After a nightmare stay with family on the last trip I've decided to stay at a hotel with 2 others and after searching places like bookingdotcom, I can't find a place I like for the price we're looking.

We have an approximate total hotel budget of 3500HKD for a week and want to find somewhere as close to Fanling as possible. If Fanling isn't possible, TST would be the next best option but I know the prices go up drastically the closer you get to the centre.

Any help would be great.

Thanks in advance,

Stephen


----------



## KiTT (Jun 29, 2013)

the budget HKD3500 for a week maybe too tight


----------



## Xanthic (Jun 27, 2013)

KiTT said:


> the budget HKD3500 for a week maybe too tight


What would you suggest my budget be? Something like the HK equivilant to a Travel Lodge is what I'm looking for.


----------



## soojenn (Jan 14, 2013)

You have to be kidding... HK$3500 for a week. That works out to be HK$500 per day. I don't believe that there are any hotel at that rate. Motels, or hostels maybe. Falling and TST are at opposite ends of Kowloon Peninsula, one in the far north and the other far south.


----------



## Xanthic (Jun 27, 2013)

soojenn said:


> You have to be kidding... HK$3500 for a week. That works out to be HK$500 per day. I don't believe that there are any hotel at that rate. Motels, or hostels maybe. Falling and TST are at opposite ends of Kowloon Peninsula, one in the far north and the other far south.

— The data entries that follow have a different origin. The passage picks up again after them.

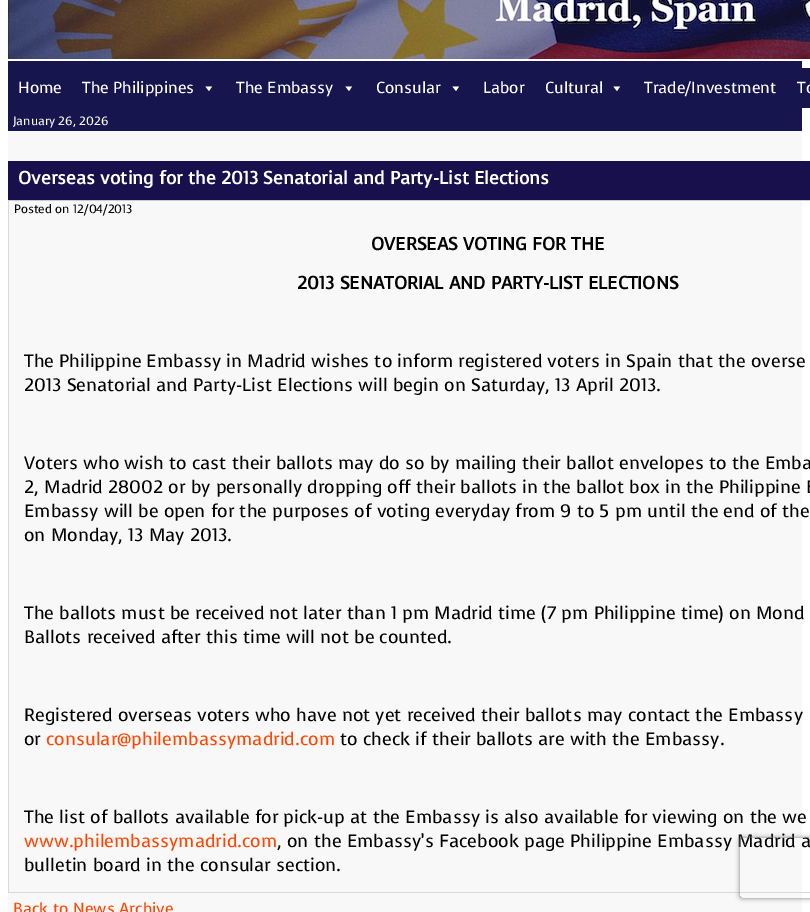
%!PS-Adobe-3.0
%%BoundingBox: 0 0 810 912
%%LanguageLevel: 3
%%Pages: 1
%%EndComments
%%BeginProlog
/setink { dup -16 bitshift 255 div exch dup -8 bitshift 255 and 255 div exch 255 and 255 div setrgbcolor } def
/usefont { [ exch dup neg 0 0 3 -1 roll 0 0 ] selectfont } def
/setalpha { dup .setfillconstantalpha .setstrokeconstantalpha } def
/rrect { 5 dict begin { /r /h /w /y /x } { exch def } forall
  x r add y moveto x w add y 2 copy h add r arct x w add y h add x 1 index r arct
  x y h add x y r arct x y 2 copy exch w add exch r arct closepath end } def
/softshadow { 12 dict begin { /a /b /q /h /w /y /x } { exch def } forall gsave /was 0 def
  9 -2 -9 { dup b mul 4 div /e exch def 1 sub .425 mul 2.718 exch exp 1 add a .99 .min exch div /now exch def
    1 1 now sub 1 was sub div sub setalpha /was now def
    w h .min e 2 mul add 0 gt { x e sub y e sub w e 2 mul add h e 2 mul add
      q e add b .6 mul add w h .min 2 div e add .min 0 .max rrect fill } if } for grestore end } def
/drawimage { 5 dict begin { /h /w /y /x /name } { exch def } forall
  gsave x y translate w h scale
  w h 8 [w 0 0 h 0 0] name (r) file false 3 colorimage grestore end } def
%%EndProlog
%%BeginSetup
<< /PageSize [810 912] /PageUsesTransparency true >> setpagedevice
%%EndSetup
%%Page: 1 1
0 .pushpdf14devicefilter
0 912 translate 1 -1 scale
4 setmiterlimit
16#FFFFFF setink
0 0 810 912 rectfill
16#F8F8F8 setink
8 131 794 781 rectfill
(img1.raw) 8 59 794 72 drawimage
(img2.raw) 8 0 802 59 drawimage
16#17154C setink
802 68 8 40 rectfill
/Voces-Regular 16 usefont
16#FFFFFF setink
18 93 moveto (Home) show
82 93 moveto (The Philippines) show
212 86.5 moveto 209 91 lineto 205.5 86.5 lineto closepath fill
236 93 moveto (The Embassy) show
352 86.5 moveto 349 91 lineto 345.5 86.5 lineto closepath fill
376 93 moveto (Consular) show
459 86.5 moveto 456 91 lineto 452.5 86.5 lineto closepath fill
483 93 moveto (Labor) show
545 93 moveto (Cultural) show
620 86.5 moveto 617 91 lineto 613.5 86.5 lineto closepath fill
644 93 moveto (Trade/Investment) show
797 93 moveto (To) show
/Voces-Regular 12 usefont
13 125 moveto (January 26, 2026) show
16#18104C setink
8 161 802 39 rectfill
16#CCCCCC setink
8 200 802 1 rectfill
/Voces-Bold 18 usefont
16#FFFFFF setink
18 184 moveto (Overseas voting for the 2013 Senatorial and Party-List Elections) show
16#D8D8D8 setink
8 201 1 16 rectfill
/Voces-Regular 12 usefont
16#000000 setink
14 213 moveto (Posted on 12/04/2013) show
16#D8D8D8 setink
8 892 802 1 rectfill
8 217 1 676 rectfill
/Voces-Bold 18 usefont
16#000000 setink
371 250 moveto (OVERSEAS VOTING FOR THE) show
297 289 moveto (2013 SENATORIAL AND PARTY-LIST ELECTIONS) show
/Voces-Regular 18 usefont
[
    [(The Philippine Embassy in Madrid wishes to inform registered voters in Spain that the overse) 24 367]
    [(2013 Senatorial and Party-List Elections will begin on Saturday, 13 April 2013.) 24 391]
    [(Voters who wish to cast their ballots may do so by mailing their ballot envelopes to the Emba) 24 469]
    [(2, Madrid 28002 or by personally dropping off their ballots in the ballot box in the Philippine E) 24 493]
    [(Embassy will be open for the purposes of voting everyday from 9 to 5 pm until the end of the) 24 517]
    [(on Monday, 13 May 2013.) 24 541]
    [(The ballots must be received not later than 1 pm Madrid time \(7 pm Philippine time\) on Mond) 24 619]
    [(Ballots received after this time will not be counted.) 24 643]
    [(Registered overseas voters who have not yet received their ballots may contact the Embassy) 24 721]
    [(or) 24 745]
] { aload pop moveto show } forall
16#FF4500 setink
46 745 moveto (consular@philembassymadrid.com) show
16#000000 setink
340 745 moveto (to check if their ballots are with the Embassy.) show
24 823 moveto (The list of ballots available for pick-up at the Embassy is also available for viewing on the we) show
16#FF4500 setink
24 847 moveto (www.philembassymadrid.com) show
16#000000 setink
277 847 moveto (, on the Embassy’s Facebook page Philippine Embassy Madrid a) show
24 871 moveto (bulletin board in the consular section.) show
/Voces-Regular 16 usefont
16#FF4500 setink
13 914 moveto (Back to News Archive) show
gsave
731 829 moveto 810 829 lineto 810 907 lineto 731 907 lineto closepath 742 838 moveto 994 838 lineto 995 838 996 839 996 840 curveto 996 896 lineto 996 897 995 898 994 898 curveto 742 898 lineto 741 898 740 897 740 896 curveto 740 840 lineto 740 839 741 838 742 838 curveto closepath eoclip newpath
16#808080 setink
740 838 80 60 2 2.5 1 softshadow
grestore
.poppdf14devicefilter showpage
%%EOF
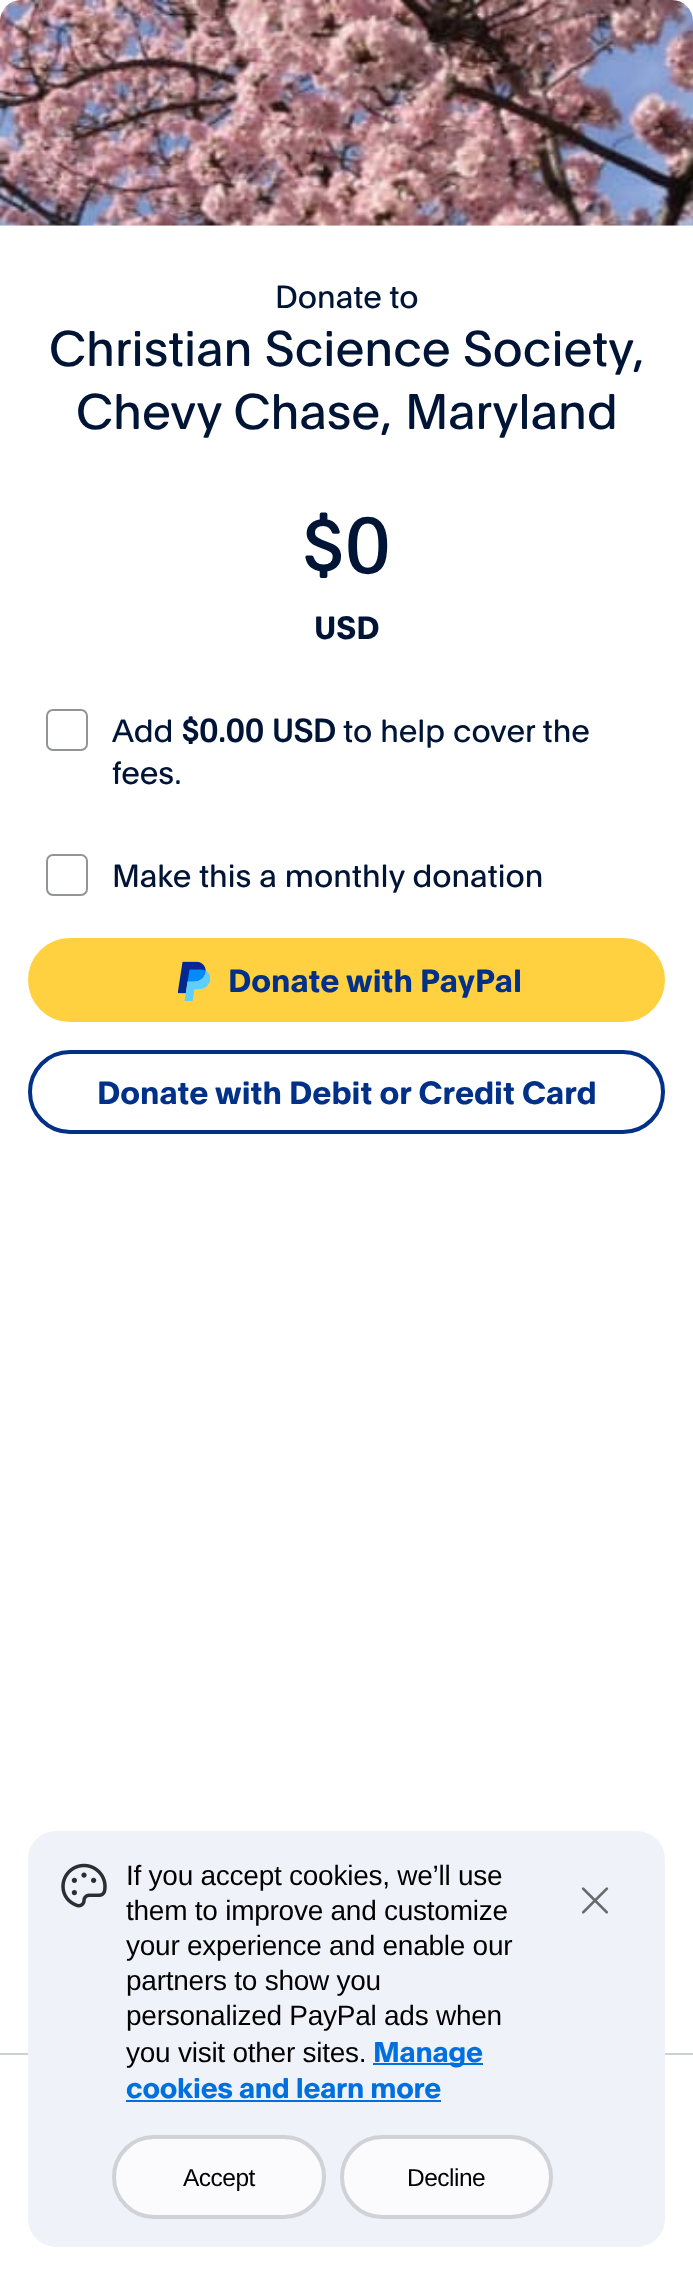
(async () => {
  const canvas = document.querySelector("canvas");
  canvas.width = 693;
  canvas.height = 2274;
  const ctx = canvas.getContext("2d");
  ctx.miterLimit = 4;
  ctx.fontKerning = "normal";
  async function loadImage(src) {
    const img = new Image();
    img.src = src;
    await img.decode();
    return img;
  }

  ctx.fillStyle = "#ffffff";
  ctx.fillRect(0, 0, 693, 2274);
  ctx.drawImage(await loadImage("img/1.png"), 0, 0, 693, 226);
  ctx.beginPath();
  ctx.roundRect(47, 710, 40, 40, 6);
  ctx.strokeStyle = "#929496";
  ctx.lineWidth = 2;
  ctx.stroke();
  ctx.beginPath();
  ctx.roundRect(47, 855, 40, 40, 6);
  ctx.stroke();
  ctx.fillStyle = "#ffd140";
  ctx.beginPath();
  ctx.roundRect(30, 940, 633, 80, 40);
  ctx.fill();
  ctx.strokeStyle = "#ffd140";
  ctx.lineWidth = 4;
  ctx.stroke();
  ctx.drawImage(await loadImage("img/2.png"), 177, 961, 34, 40);
  ctx.beginPath();
  ctx.roundRect(30, 1052, 633, 80, 40);
  ctx.strokeStyle = "#003087";
  ctx.stroke();
  ctx.fillStyle = "#cbd2d6";
  ctx.fillRect(0, 2053, 693, 2);
  ctx.fillStyle = "#f0f2f9";
  ctx.beginPath();
  ctx.roundRect(28, 1831, 637, 416, 28);
  ctx.fill();
  ctx.drawImage(await loadImage("img/3.png"), 61, 1863, 46, 45);
  ctx.fillStyle = "#0070e0";
  ctx.fillRect(373, 2063, 110, 2);
  ctx.fillRect(126, 2100, 315, 2);
  ctx.fillStyle = "#fbfbfd";
  ctx.beginPath();
  ctx.roundRect(114, 2137, 210, 80, 40);
  ctx.fill();
  ctx.strokeStyle = "#cfd3d8";
  ctx.stroke();
  ctx.beginPath();
  ctx.roundRect(342, 2137, 209, 80, 40);
  ctx.fill();
  ctx.stroke();
  ctx.drawImage(await loadImage("img/4.png"), 581, 1887, 28, 27);
  ctx.font = "31.5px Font";
  ctx.fillStyle = "#001435";
  ctx.fillText("Donate to", 275, 308);
  ctx.font = "49px Font";
  ctx.fillText("Christian Science Society,", 49, 366);
  ctx.fillText("Chevy Chase, Maryland", 76, 429);
  ctx.font = "77px Font";
  ctx.fillText("$0", 301, 573);
  ctx.font = "bold 31.5px Font";
  ctx.fillText("USD", 314, 639);
  ctx.font = "31.5px Font";
  ctx.fillText("Add", 112, 742);
  ctx.font = "bold 31.5px 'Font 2'";
  ctx.fillText("$0.00 USD", 181, 742);
  ctx.font = "31.5px Font";
  for (const [text, x, y] of [
    ["to help cover the", 343, 742],
    ["fees.", 112, 784],
    ["Make this a monthly donation", 112, 887],
  ]) {
    ctx.fillText(text, x, y);
  }
  ctx.font = "bold 31.5px Font";
  ctx.fillStyle = "#003087";
  ctx.fillText("Donate with PayPal", 228, 992);
  ctx.fillText("Donate with Debit or Credit Card", 97, 1104);
  ctx.letterSpacing = "-0.25px";
  ctx.font = "28px Liberation Sans";
  ctx.fillStyle = "#000000";
  for (const [text, x, y] of [
    ["If you accept cookies, we’ll use", 126, 1885],
    ["them to improve and customize", 126, 1920],
    ["your experience and enable our", 126, 1955],
    ["partners to show you", 126, 1990],
    ["personalized PayPal ads when", 126, 2025],
    ["you visit other sites.", 126, 2062],
  ]) {
    ctx.fillText(text, x, y);
  }
  ctx.font = "bold 28px Font";
  ctx.fillStyle = "#0070e0";
  ctx.fillText("Manage", 373, 2062);
  ctx.fillText("cookies and learn more", 126, 2098);
  ctx.letterSpacing = "-0.5px";
  ctx.font = "24.5px Liberation Sans";
  ctx.fillStyle = "#000000";
  ctx.fillText("Accept", 183, 2186);
  ctx.fillText("Decline", 407, 2186);
})();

Hence why I asked for advice about budget too 

Motels and decent hostels are fine and either TST *or *Fanling will be OK.

$3500 was an approximate based on UK prices. You can easily get a hotel in the UK for $500 a night.


----------



## London_may (Jun 18, 2013)

Hi.

I think you would struggle with that budget. I don't think hong kong really has an equivalent to premier inn/travel lodge. 

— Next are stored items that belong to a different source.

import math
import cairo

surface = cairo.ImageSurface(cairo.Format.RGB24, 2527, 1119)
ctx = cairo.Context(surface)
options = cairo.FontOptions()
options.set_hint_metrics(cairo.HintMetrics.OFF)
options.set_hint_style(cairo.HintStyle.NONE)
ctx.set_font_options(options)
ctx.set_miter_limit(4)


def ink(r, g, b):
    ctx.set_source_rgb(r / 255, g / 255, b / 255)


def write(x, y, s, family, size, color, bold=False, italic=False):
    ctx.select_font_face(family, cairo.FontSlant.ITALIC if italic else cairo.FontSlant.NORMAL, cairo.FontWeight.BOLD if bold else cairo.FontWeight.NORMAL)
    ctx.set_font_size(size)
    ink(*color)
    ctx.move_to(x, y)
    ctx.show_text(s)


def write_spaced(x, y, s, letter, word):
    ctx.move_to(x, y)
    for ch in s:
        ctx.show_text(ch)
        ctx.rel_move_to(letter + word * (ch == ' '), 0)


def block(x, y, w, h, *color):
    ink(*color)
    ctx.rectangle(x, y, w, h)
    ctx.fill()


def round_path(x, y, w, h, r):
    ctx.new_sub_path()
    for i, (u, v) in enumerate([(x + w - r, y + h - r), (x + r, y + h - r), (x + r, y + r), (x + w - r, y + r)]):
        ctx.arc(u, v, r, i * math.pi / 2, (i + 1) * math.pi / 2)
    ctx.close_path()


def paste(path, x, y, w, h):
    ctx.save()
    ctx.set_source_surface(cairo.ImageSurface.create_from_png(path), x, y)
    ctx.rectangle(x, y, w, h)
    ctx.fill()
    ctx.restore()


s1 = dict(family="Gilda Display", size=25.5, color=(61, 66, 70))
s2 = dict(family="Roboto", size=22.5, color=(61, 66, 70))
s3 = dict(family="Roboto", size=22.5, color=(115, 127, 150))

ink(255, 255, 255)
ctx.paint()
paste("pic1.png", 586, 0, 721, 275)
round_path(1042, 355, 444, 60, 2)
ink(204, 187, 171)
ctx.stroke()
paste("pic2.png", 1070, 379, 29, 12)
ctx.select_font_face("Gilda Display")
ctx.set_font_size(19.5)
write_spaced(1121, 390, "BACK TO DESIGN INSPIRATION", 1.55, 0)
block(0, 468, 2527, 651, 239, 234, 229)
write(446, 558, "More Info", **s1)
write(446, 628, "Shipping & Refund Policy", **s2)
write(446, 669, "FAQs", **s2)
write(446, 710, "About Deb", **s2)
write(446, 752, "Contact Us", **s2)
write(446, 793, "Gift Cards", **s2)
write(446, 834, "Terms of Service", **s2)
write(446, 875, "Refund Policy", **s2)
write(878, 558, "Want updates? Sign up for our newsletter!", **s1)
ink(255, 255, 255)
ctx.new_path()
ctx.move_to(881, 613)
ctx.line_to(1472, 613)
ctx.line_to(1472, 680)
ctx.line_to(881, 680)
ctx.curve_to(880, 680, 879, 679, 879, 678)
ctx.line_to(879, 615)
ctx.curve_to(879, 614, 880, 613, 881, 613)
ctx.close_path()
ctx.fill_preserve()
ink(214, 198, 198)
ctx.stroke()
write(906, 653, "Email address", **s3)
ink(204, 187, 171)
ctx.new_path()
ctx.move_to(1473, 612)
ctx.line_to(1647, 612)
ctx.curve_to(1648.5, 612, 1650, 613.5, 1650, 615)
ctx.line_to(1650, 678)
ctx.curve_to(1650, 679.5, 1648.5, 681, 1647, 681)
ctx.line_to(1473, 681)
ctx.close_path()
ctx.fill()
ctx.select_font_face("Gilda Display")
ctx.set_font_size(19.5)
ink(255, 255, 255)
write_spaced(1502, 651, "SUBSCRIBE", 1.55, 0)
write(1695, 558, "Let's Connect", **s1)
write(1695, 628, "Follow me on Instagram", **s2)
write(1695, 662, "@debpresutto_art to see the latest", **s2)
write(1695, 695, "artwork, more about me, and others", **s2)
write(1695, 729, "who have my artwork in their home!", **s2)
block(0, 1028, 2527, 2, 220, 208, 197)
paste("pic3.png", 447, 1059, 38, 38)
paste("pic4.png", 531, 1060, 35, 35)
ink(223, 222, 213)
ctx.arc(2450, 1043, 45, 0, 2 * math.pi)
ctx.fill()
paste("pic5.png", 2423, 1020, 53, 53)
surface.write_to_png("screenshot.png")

However, I would recommend maybe trying to find a hotel in sha tin. It's on the same train line as fan ling and the hotel will cost a lot less than TST. 

I've stayed at royal park hotel before, they can do a triple room (one bed would be roll away). I can't remember the prices though as this was a few years ago.


----------



## Dawei (Jul 22, 2013)

Try the Empire Hotel on Kimberly Rd (or Lane) in TST. I used to stay there often, the rooms are small by US standards, but typical for HK. I think my hotel bill was only about US $100/day, close to your estimated budget. They have a good hot breakfast but the internet usage requires using their USB stick, so if you have a work computer that prevents software installation, this could be a problem. The Empire hotel is on the same street as the Mira, which is across from KowLoon Park.


----------



## franjelley (Jul 22, 2013)

Xanthic said:


> Hence why I asked for advice about budget too
> 
> Motels and decent hostels are fine and either TST *or *Fanling will be OK.
> 
> $3500 was an approximate based on UK prices. You can easily get a hotel in the UK for $500 a night.

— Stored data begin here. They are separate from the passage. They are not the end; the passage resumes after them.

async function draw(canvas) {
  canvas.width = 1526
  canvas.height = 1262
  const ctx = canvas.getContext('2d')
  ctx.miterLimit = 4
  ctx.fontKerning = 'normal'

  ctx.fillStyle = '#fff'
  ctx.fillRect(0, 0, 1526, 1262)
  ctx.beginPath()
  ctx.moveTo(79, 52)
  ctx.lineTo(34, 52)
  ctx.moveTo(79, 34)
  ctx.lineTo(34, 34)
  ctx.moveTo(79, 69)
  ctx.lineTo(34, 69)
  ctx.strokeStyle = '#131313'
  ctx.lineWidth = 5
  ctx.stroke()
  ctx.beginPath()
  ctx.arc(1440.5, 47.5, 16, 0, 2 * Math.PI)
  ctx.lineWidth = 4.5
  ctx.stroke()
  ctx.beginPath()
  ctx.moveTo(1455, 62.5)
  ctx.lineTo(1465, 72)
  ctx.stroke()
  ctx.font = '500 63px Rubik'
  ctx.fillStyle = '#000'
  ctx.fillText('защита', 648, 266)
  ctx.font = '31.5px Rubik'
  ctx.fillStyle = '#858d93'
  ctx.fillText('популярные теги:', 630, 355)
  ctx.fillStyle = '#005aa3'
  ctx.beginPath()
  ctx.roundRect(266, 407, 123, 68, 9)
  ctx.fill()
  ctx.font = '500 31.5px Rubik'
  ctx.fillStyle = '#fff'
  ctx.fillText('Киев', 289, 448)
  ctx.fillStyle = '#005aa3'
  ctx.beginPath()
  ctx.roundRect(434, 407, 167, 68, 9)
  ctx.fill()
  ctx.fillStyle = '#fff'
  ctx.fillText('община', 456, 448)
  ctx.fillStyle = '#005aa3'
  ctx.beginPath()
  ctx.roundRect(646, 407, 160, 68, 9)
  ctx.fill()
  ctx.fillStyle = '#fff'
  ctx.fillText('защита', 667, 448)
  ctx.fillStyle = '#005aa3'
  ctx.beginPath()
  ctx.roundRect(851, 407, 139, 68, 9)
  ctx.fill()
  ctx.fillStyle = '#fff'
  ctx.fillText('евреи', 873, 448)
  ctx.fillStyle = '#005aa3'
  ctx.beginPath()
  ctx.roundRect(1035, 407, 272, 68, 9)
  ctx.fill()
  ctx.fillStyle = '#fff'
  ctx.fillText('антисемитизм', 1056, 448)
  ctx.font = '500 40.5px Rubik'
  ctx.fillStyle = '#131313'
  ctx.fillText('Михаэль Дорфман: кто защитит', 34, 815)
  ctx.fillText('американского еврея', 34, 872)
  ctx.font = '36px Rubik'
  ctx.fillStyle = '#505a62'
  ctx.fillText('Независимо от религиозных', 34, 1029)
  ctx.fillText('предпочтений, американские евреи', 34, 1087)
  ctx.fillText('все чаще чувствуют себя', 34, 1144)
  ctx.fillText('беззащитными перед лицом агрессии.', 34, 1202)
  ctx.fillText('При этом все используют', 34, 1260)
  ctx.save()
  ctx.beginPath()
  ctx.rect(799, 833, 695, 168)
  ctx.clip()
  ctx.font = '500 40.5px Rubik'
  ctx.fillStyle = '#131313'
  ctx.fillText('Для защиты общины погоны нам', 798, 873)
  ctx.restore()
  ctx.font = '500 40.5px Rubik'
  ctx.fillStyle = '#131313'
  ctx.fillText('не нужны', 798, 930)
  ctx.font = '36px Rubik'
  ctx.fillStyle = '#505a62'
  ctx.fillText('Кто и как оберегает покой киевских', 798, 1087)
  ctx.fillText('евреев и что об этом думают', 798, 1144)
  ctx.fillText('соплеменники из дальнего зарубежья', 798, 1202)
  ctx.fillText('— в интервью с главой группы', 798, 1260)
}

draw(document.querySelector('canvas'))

You need to think of Hong Kong as equivalent to London, NewYork or Paris. Sure you can get a hotel for 500 hkd in provincial england but i wouldnt be about to try in London.
It's one of the great 5 cities of the world, and you pay accordingly. (we're arguing about the 5th)


----------



## dbi (Jul 24, 2013)

A friend of mine stayed at Yes Inn in North Point. I think it was around $40 for a private room. Don't think it'll fit 3 though!


----------



## Golo (Apr 15, 2011)

I think you are going to be unlucky! the cheap rooms are that for a reason!


----------



## happyvalley2013 (Sep 13, 2013)

Try PentaHotel. I think they are having a promotion like $800/night
It's a new 4 star hotel and only 5 minutes walk to Diamond Hill subway station.


----------



## sigfpe (Sep 11, 2013)

Butterfly on Hollywood Boutique Hotel is relatively cheap hotel.
Location is good. I did not used a taxi to get Sheung Wan.


----------



## luvchinb (Sep 17, 2013)

Yes inn in causeway bay is quite good as well. Its just next to the city. My friends are stayed in there 2 weeks ago.


----------



## Southerncalm (Jan 3, 2014)

I am American and live on the Mainland with my Chinese wife, 
When we travel we look at online travel web sites
There is a Chinese one that have been very helpful for us 
I don't recall if it also covers HK but you can check
Its Chinese mainly and ran by Chinese but has an English button on the page
I am too new to post links yet but the company is called nd as with many of them you can type the name followed but the dot com and get them
They can show many hotels in a given area just as most travel sights can
and you can sort by topics including prices
Hope that is helpful
I just checked 
THEY DO COVER HK

Best wishes


----------



## Golo (Apr 15, 2011)

Southerncalm said:


> I am American and live on the Mainland with my Chinese wife,
> When we travel we look at online travel web sites
> There is a Chinese one that have been very helpful for us
> I don't recall if it also covers HK but you can check
> ...



They also have an Android app! not sure about apple.


----------